▸ Your task
Pick each line that has "main" out of the records.

▸ Input material

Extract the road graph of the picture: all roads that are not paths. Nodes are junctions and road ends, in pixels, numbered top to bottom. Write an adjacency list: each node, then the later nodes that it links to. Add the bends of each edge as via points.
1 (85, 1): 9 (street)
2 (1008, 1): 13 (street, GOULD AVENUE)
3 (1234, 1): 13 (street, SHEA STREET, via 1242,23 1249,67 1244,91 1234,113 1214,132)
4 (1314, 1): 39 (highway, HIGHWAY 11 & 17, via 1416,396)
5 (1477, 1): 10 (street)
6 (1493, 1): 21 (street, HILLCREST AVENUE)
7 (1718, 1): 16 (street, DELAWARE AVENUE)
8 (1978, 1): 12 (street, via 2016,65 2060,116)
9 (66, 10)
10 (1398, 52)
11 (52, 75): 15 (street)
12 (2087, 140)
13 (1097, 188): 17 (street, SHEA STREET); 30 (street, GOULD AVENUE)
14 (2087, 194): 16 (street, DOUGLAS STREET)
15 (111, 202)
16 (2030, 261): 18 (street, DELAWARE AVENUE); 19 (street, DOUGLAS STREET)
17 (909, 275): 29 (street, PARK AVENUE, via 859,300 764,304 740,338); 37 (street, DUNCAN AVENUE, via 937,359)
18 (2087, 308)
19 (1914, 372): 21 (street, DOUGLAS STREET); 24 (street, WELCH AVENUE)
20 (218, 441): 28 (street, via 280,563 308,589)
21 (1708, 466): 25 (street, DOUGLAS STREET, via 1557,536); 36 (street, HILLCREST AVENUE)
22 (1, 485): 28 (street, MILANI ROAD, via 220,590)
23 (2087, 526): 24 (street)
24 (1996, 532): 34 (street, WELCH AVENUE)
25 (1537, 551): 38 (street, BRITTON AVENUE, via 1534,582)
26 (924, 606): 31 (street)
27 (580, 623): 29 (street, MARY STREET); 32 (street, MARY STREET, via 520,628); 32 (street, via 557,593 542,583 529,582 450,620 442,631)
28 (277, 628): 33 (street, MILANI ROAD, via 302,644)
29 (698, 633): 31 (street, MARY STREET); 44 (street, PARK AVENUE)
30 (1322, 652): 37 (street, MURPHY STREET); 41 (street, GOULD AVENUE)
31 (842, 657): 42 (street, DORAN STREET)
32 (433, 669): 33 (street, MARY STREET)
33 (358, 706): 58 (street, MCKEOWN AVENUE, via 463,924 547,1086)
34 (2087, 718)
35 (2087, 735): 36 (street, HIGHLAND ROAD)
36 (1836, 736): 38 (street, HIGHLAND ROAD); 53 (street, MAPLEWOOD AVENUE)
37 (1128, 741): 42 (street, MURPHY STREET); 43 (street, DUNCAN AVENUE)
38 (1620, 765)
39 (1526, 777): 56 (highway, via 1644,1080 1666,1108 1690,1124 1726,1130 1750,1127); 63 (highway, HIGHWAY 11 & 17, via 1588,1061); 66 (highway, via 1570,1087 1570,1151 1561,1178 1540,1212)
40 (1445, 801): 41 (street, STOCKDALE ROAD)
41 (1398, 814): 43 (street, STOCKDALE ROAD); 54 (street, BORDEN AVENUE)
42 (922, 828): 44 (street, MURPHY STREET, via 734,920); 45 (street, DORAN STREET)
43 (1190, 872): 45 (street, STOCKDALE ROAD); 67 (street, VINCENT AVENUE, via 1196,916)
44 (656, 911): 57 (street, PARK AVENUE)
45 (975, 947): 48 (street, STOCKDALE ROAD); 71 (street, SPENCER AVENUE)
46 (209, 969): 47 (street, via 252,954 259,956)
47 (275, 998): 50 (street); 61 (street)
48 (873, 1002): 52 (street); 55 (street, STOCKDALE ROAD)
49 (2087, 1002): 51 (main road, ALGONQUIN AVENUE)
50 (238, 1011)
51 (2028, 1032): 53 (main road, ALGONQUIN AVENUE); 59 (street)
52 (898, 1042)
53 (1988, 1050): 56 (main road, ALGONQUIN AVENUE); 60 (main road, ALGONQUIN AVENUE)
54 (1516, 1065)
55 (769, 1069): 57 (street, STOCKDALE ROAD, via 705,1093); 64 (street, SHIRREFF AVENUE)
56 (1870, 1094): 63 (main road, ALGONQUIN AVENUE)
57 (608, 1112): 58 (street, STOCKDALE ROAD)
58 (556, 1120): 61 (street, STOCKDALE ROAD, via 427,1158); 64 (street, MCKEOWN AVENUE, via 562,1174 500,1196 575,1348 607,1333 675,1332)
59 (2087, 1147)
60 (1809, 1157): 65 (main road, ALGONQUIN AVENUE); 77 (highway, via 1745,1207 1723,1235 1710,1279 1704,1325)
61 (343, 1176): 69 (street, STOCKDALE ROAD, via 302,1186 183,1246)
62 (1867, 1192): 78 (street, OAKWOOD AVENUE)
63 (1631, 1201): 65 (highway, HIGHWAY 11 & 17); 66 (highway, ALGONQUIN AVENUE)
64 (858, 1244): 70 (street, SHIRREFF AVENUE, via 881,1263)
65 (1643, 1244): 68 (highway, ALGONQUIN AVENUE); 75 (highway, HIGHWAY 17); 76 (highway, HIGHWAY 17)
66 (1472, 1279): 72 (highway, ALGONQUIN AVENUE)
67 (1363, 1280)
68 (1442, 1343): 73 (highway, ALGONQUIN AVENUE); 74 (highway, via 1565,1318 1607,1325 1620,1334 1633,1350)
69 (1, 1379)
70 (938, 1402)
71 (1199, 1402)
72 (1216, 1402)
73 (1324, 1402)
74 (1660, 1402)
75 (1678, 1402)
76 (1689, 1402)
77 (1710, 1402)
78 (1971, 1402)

▸ Answer to the problem
49 (2087, 1002): 51 (main road, ALGONQUIN AVENUE)
51 (2028, 1032): 53 (main road, ALGONQUIN AVENUE); 59 (street)
53 (1988, 1050): 56 (main road, ALGONQUIN AVENUE); 60 (main road, ALGONQUIN AVENUE)
56 (1870, 1094): 63 (main road, ALGONQUIN AVENUE)
60 (1809, 1157): 65 (main road, ALGONQUIN AVENUE); 77 (highway, via 1745,1207 1723,1235 1710,1279 1704,1325)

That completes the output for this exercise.